**What you will do**
Whenever a line in the listing contains "Lince", copy that line.

── Provided data ──

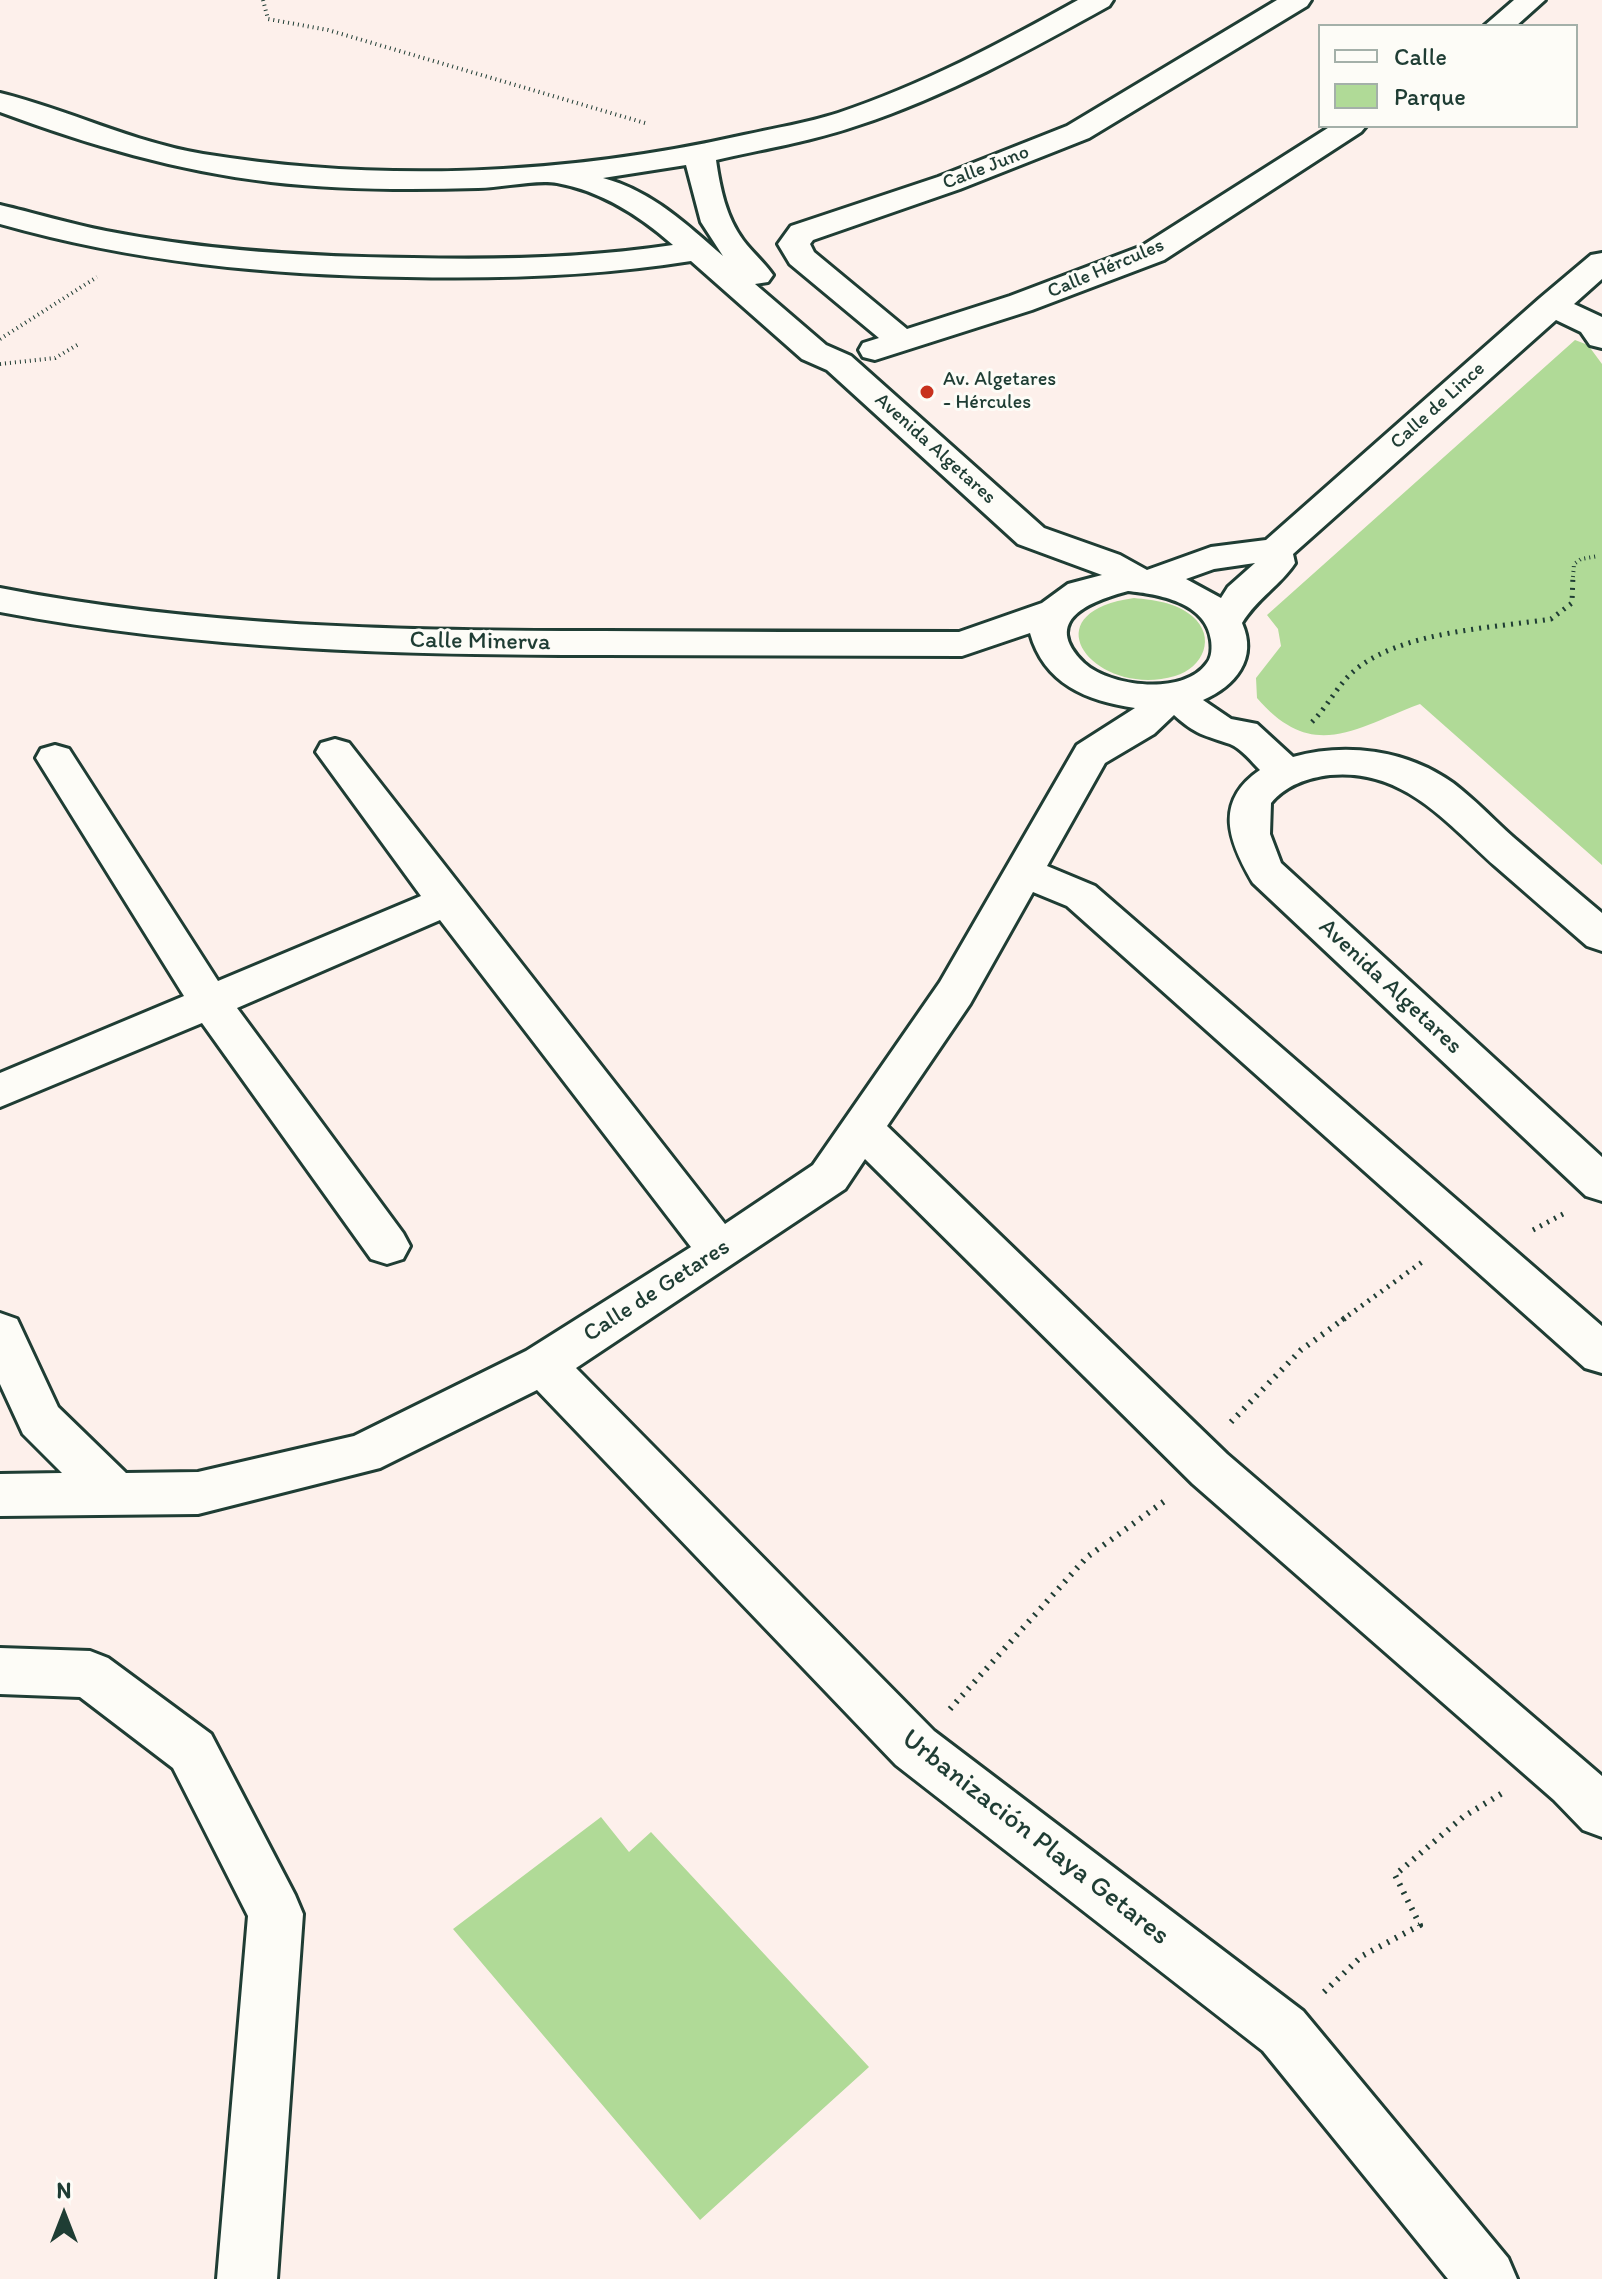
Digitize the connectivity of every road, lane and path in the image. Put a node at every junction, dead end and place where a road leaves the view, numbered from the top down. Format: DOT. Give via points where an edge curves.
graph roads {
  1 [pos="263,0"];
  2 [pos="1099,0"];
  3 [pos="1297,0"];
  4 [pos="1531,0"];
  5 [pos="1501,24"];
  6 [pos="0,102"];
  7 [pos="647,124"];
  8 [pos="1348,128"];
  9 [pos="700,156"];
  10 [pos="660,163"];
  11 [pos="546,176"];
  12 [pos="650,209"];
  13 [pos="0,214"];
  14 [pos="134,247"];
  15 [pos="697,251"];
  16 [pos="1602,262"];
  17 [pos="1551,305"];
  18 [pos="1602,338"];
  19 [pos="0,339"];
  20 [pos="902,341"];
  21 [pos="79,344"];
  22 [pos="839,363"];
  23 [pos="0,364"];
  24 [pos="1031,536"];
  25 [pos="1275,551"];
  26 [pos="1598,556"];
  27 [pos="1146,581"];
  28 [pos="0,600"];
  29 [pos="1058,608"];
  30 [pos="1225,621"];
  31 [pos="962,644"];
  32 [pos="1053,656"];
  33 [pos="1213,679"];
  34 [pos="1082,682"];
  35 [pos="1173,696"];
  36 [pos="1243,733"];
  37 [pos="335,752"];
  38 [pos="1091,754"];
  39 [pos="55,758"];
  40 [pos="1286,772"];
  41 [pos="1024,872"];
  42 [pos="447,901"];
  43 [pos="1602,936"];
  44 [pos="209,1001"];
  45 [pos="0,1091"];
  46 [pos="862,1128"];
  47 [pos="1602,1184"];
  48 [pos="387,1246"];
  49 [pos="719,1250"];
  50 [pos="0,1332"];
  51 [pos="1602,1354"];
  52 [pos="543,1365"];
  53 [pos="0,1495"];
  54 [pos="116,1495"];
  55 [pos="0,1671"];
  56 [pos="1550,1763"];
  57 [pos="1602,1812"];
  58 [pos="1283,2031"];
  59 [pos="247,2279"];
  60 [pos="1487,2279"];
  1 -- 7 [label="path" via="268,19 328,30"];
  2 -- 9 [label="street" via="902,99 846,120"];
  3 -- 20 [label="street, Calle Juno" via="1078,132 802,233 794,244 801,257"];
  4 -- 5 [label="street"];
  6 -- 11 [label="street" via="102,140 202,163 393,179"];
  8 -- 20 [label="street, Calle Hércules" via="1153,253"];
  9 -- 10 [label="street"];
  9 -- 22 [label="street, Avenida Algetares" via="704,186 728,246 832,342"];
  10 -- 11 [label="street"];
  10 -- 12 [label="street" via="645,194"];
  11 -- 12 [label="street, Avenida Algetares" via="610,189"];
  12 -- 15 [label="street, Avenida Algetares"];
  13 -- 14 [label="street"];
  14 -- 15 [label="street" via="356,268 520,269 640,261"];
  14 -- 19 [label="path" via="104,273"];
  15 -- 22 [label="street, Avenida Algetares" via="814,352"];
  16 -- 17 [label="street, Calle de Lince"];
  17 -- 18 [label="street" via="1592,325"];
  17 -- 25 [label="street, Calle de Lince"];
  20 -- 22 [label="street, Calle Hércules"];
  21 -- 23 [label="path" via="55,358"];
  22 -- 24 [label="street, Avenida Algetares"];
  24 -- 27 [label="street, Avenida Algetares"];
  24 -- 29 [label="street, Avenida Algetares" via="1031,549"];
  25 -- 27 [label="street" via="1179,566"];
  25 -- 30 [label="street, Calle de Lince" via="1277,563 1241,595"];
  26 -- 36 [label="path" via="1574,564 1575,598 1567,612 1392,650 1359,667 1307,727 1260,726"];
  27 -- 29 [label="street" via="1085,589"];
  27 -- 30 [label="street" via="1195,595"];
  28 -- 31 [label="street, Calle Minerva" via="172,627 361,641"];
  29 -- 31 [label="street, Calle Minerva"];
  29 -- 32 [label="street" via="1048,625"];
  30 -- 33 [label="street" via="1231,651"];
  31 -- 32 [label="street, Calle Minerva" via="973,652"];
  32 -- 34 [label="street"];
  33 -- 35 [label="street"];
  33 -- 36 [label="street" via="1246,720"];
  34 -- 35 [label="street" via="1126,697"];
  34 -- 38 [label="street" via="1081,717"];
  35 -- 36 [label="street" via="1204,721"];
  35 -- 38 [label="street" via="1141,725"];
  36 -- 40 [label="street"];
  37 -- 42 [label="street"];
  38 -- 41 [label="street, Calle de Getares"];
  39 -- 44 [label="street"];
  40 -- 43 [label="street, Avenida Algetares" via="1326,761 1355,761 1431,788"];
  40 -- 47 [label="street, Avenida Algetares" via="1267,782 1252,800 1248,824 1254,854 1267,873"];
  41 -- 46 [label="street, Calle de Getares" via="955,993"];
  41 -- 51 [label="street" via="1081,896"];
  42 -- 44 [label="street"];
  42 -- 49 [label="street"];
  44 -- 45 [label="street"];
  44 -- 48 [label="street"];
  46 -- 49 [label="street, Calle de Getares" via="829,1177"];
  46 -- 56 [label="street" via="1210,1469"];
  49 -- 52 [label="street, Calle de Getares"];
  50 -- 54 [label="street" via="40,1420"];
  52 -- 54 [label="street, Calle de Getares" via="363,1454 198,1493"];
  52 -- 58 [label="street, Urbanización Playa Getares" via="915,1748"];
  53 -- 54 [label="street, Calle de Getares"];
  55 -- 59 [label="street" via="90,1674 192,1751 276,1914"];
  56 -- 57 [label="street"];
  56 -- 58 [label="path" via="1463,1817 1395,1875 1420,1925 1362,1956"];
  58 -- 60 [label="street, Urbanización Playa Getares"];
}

───
── Provided data ──

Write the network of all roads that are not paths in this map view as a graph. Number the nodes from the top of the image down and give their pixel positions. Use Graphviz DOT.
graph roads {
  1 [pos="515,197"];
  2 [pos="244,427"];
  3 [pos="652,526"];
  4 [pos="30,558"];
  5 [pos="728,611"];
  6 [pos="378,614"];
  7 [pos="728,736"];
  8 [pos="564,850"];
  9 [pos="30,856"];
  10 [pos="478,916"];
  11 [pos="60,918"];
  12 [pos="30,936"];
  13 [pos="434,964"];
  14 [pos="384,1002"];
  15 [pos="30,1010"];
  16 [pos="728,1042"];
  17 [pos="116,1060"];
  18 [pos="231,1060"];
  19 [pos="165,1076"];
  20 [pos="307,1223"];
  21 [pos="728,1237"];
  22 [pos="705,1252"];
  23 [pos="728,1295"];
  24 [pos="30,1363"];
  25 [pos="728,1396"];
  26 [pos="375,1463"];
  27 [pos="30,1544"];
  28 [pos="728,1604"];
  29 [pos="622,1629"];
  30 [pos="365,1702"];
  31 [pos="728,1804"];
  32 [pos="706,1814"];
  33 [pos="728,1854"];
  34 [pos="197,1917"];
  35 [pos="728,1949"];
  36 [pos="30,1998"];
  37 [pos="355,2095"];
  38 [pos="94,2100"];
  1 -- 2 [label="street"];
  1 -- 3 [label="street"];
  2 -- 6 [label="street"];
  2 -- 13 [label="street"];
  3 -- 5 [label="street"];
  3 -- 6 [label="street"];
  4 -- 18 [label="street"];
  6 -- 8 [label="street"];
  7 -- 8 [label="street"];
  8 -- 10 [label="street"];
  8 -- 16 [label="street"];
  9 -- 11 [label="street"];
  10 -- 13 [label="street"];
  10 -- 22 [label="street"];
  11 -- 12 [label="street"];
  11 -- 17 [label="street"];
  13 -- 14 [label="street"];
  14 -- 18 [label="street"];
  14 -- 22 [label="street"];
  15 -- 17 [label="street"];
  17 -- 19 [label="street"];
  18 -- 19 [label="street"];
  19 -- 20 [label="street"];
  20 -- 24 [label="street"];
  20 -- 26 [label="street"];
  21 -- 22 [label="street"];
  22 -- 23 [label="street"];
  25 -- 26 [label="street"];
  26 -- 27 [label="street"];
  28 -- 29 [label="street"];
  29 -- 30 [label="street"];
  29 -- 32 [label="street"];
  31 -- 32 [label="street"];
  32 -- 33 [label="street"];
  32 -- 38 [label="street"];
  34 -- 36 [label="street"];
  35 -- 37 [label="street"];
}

───

**Answer box**
  16 -- 17 [label="street, Calle de Lince"];
  17 -- 25 [label="street, Calle de Lince"];
  25 -- 30 [label="street, Calle de Lince" via="1277,563 1241,595"];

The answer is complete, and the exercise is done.